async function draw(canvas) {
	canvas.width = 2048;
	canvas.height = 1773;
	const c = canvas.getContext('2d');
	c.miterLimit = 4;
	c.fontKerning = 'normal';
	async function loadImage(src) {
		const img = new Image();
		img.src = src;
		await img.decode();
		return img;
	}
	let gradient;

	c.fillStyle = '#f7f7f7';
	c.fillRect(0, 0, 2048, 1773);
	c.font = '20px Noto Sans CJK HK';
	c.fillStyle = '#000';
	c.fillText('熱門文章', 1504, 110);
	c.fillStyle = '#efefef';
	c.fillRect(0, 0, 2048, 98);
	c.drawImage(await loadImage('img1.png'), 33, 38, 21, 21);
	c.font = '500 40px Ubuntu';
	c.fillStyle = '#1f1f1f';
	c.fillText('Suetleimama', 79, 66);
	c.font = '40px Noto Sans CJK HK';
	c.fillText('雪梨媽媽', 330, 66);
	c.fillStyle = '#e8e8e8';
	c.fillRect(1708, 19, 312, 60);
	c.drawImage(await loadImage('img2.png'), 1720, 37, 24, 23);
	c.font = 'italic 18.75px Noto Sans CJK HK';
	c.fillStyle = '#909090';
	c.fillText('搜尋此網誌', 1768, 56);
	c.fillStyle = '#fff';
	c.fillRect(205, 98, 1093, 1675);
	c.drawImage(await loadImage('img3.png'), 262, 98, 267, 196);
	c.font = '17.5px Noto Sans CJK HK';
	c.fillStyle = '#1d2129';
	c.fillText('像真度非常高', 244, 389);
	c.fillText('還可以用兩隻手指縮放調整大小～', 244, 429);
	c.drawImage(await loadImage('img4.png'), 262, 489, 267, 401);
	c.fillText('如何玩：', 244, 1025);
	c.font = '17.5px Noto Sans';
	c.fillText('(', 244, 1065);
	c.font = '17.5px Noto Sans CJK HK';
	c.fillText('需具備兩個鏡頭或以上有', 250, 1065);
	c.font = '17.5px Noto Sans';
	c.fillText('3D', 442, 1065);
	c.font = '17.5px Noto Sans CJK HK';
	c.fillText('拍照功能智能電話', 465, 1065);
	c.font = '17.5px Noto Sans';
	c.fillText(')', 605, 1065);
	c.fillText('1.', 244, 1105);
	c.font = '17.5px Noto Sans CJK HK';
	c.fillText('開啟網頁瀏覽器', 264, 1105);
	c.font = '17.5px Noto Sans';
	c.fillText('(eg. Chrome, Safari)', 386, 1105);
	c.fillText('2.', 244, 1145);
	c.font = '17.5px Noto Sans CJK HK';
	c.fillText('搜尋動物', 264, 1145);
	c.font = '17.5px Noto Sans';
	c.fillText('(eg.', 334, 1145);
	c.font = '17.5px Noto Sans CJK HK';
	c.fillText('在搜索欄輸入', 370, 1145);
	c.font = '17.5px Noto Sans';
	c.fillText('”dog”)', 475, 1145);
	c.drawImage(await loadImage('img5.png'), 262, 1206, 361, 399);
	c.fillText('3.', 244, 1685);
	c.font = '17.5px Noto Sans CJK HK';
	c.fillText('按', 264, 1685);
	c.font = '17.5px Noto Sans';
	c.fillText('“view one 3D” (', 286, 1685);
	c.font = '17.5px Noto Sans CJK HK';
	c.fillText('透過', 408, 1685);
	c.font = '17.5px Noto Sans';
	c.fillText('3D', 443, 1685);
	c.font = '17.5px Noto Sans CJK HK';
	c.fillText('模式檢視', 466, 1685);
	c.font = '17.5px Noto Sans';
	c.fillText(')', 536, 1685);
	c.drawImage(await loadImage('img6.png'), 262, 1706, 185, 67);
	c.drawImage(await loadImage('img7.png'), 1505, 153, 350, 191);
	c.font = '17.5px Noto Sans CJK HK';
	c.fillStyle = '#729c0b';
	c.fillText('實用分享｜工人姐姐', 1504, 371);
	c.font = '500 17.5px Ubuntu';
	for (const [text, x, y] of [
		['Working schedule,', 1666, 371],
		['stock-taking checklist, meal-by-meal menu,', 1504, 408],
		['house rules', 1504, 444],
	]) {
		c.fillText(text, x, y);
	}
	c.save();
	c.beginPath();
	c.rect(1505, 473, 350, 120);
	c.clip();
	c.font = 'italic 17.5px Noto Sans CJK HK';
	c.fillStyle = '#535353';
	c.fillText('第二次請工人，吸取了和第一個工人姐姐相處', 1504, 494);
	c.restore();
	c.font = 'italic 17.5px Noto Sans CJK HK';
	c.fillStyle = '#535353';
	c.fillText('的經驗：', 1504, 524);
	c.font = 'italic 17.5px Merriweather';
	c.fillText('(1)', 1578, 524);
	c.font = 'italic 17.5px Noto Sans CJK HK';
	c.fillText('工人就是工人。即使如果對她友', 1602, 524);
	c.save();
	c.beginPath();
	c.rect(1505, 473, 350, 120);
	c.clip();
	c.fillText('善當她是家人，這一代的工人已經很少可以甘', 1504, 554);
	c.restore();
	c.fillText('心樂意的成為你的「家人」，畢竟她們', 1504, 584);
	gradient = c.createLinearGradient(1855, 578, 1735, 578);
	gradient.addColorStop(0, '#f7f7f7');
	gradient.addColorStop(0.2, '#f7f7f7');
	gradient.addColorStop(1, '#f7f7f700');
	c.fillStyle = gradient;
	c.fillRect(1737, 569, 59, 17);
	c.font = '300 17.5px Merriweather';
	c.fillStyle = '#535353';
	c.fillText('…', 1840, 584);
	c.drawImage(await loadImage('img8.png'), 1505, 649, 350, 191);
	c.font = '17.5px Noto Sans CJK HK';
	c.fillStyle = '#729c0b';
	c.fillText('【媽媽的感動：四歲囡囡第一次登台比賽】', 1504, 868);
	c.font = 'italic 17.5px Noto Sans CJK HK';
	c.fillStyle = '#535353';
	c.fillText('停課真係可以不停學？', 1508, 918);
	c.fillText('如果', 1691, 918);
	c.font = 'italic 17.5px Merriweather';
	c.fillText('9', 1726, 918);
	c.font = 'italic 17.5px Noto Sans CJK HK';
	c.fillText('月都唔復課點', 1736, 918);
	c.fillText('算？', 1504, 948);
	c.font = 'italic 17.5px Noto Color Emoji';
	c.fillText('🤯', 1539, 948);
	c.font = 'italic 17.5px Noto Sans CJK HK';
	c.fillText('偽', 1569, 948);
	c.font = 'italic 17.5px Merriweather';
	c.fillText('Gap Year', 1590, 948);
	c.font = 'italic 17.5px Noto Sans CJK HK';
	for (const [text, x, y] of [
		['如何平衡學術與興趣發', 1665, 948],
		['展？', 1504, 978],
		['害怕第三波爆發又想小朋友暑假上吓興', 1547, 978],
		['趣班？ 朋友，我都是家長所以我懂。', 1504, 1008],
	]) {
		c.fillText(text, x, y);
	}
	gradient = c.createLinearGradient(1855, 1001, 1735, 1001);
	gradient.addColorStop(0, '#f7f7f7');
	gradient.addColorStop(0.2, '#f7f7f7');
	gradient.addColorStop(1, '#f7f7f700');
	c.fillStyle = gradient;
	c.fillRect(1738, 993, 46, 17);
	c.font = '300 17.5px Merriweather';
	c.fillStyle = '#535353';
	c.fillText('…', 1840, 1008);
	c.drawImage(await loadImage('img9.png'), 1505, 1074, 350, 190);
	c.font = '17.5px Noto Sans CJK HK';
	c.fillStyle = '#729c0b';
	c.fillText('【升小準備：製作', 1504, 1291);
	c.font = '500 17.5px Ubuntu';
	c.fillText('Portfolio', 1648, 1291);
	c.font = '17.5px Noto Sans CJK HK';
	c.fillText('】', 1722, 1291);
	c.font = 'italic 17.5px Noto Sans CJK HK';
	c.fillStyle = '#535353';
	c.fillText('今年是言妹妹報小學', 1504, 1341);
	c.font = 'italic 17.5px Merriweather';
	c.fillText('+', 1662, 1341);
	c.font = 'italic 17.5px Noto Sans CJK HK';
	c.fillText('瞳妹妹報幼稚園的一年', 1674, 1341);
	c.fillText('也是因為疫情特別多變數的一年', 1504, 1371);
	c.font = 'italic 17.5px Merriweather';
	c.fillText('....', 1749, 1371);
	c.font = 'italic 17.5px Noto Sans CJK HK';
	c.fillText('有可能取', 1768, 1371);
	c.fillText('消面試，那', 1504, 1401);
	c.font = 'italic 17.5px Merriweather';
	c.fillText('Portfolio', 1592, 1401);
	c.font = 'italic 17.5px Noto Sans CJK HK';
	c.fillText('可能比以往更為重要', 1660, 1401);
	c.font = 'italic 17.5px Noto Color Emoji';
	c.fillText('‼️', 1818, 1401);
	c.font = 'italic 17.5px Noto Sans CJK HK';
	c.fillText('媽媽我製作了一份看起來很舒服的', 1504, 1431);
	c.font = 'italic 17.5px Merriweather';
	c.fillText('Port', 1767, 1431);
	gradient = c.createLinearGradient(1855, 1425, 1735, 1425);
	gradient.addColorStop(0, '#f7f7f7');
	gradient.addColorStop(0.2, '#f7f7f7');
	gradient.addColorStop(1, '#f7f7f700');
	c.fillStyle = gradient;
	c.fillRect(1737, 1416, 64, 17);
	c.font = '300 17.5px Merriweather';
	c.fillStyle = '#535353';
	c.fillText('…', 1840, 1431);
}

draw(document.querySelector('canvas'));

*What to do*
Go through the records above. Copy each line in which the string "Portfolio" appears.

*Answer to the exercise*
	c.fillText('Portfolio', 1648, 1291);
	c.fillText('Portfolio', 1592, 1401);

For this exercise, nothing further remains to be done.